Grande dame du verre artistique, la pâte de verre est souvent confondue avec le moulage ou casting.
Pourtant, même s'il existe une concordance des mises en œuvre, la pâte de verre possède une histoire antique et contemporaine ainsi qu'une réelle spécificité. C'est sans aucun doute la plus ancienne des techniques verrières. Egyptiens et Phéniciens en faisait des amulettes, bijoux et décors du mobilier funéraire.
Rapidement concurrencée par le soufflage, le technique de pâte de verre a peu à peu disparue. Vers la fin du XIX siècle, elle est remise à la mode par Henry Cros, sculpteur symboliste passionné d'archéologie. Ses recherches suscitèrent d'autres vocations bien accueillies par les frères Daum à Nancy.

La technique de la pâte de verre commence par la mise en place à froid de verre concassé ou broyé en poudre, dans des moules en matériaux réfractaires. Cette base est recuite vers 800°. Le verre pulvérisé mélangé à des éléments agglutinants peut être directement mis en place au pinceau dans des moules qui restent souvent ouverts, selon le procédé de l'estampage.

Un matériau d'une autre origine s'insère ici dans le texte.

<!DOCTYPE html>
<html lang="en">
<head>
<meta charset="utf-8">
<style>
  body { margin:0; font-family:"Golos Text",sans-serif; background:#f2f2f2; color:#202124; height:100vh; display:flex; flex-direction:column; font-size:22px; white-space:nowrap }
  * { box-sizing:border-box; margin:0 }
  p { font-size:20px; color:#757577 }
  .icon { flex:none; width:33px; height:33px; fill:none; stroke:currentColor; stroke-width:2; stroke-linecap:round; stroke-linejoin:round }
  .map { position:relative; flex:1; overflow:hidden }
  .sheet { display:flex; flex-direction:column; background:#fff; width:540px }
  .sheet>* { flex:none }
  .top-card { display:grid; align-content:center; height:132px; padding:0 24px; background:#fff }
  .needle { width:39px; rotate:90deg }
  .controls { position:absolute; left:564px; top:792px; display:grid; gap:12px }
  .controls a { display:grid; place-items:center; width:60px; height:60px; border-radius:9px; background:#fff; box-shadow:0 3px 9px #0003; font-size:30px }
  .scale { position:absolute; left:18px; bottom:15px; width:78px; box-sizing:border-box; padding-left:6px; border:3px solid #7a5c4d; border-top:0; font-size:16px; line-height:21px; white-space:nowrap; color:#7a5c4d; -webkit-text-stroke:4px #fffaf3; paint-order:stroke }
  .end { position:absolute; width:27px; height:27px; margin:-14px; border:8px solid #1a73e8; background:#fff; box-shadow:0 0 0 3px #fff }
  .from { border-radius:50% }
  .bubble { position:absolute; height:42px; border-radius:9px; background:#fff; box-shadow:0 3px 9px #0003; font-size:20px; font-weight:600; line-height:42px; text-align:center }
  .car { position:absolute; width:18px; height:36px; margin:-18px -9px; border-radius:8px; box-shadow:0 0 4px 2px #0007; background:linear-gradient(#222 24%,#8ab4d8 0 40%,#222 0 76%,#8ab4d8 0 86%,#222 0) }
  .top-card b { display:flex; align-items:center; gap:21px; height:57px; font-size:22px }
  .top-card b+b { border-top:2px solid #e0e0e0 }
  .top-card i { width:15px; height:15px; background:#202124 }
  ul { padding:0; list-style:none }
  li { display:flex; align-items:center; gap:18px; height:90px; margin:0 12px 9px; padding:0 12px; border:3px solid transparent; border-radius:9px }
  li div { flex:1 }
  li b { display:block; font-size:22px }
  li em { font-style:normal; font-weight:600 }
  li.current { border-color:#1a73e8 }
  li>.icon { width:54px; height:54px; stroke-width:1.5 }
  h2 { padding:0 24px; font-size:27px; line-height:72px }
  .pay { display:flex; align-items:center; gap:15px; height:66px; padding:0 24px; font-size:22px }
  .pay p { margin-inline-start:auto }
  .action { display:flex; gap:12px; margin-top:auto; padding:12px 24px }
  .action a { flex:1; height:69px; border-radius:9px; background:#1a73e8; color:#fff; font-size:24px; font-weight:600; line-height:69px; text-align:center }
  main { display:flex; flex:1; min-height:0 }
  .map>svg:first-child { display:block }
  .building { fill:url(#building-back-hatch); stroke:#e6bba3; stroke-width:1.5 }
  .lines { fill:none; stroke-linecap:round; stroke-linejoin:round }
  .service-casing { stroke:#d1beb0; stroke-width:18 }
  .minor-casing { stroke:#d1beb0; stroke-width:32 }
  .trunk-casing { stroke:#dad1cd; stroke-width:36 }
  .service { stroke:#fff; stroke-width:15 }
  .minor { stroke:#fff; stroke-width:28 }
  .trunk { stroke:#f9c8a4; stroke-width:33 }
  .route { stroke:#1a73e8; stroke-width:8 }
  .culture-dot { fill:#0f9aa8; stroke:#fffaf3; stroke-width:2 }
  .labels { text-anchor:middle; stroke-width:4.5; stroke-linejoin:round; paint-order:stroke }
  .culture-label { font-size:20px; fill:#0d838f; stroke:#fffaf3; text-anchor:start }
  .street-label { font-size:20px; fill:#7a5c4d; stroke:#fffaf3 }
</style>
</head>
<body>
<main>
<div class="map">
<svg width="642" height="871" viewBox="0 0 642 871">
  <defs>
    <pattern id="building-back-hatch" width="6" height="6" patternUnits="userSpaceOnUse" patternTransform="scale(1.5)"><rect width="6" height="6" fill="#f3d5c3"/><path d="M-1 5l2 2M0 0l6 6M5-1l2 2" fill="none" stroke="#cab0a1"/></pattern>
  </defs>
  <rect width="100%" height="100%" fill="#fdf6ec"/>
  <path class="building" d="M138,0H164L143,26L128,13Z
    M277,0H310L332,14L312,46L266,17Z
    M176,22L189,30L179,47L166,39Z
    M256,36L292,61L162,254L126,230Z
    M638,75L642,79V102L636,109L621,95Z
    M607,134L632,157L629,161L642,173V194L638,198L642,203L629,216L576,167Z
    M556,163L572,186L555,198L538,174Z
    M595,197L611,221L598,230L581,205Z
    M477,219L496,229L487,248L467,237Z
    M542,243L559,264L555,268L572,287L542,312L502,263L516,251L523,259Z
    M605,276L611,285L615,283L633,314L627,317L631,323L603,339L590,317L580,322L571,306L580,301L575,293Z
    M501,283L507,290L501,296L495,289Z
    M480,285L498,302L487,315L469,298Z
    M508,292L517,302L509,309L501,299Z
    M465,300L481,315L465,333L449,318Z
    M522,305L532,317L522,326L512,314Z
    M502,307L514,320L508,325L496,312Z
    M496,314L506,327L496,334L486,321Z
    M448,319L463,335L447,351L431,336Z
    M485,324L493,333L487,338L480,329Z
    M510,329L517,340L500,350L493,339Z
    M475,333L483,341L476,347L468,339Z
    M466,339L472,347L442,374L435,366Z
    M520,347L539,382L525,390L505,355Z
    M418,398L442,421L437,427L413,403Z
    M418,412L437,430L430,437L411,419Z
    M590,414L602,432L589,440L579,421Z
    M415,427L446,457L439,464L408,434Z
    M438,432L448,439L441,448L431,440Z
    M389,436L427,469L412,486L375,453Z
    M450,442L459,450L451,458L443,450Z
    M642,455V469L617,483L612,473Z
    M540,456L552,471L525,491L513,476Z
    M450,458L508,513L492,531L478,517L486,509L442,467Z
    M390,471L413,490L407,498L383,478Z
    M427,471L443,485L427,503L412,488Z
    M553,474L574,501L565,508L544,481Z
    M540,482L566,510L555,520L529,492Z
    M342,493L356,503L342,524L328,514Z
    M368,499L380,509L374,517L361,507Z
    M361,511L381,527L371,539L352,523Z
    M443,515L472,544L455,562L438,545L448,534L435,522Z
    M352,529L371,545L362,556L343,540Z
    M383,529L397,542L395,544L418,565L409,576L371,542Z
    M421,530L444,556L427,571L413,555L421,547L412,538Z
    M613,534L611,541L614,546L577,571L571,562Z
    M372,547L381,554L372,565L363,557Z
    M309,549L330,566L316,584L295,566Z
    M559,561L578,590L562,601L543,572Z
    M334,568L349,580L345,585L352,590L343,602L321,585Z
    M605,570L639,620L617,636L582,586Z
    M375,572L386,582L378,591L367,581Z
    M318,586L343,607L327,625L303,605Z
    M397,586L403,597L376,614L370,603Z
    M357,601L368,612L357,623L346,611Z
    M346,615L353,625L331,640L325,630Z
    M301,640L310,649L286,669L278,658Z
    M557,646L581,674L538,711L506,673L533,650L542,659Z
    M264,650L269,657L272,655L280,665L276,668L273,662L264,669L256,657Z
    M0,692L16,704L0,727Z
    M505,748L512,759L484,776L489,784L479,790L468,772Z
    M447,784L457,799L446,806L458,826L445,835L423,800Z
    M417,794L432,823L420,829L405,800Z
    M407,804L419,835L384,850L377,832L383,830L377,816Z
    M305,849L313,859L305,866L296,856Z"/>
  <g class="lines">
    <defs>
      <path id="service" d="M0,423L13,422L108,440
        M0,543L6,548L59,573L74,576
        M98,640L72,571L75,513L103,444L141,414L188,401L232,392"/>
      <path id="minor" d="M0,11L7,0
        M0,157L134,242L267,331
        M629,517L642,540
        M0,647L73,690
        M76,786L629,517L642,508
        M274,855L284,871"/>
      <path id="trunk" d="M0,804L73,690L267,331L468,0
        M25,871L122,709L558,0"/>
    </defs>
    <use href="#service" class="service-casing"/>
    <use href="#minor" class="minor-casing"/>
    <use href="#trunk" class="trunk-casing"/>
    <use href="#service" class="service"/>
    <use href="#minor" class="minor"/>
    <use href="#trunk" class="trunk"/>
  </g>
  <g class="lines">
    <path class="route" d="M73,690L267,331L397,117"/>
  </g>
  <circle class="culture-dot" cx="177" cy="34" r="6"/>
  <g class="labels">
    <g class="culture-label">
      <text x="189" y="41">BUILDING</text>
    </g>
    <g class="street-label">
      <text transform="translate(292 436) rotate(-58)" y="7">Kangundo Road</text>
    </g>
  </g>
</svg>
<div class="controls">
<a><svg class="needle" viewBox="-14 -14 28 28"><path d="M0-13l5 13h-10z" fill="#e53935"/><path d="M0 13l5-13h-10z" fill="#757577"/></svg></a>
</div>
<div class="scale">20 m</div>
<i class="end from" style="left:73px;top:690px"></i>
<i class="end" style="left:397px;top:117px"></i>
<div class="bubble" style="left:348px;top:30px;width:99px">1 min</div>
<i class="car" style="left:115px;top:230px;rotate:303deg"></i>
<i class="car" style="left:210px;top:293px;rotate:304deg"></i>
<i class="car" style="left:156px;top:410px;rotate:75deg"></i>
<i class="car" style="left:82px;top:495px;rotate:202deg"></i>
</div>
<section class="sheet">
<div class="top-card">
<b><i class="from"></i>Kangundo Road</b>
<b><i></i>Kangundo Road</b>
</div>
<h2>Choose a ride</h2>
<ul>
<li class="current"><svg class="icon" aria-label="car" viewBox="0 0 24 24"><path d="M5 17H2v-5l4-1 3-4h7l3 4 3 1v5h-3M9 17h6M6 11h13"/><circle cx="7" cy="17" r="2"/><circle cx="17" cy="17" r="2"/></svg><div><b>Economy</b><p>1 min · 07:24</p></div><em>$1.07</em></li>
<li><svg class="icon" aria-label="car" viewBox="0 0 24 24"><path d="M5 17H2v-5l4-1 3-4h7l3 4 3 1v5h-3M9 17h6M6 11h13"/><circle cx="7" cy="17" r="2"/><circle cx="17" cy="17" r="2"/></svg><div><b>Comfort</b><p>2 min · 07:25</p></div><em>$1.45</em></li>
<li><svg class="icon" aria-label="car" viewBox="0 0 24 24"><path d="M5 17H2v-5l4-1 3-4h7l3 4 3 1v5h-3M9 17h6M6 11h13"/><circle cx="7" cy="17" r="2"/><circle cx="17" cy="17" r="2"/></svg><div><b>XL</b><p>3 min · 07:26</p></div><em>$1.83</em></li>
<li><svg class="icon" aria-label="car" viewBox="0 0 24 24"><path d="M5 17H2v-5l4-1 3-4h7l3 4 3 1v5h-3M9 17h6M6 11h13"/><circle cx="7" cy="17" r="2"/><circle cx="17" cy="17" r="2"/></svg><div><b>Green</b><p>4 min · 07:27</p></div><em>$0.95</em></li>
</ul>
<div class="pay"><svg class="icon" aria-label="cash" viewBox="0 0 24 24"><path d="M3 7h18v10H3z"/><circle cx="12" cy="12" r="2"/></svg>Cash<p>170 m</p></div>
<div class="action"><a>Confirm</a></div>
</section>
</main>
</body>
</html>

Les morceaux de verre concassé peuvent également être disposés dans un moule à la cire perdue ainsi que dans un réservoir qui le surplombe et s'écouler pendant la cuisson dans un espace ménagé. Différents grains de groisil de verre peuvent cohabiter, initiant différents états de matière qu'il est très difficile de maîtriser précisément. Mais l'aléatoire du mélange constitue le charme de la pâte de verre.
Pour les grosses pièces, le refroidissement, effectué dans le même four, est très long, pouvant durer jusqu'à plus d'une semaine, ce qui explique le prix de revient élevé et la modestie des dimensions des œuvres.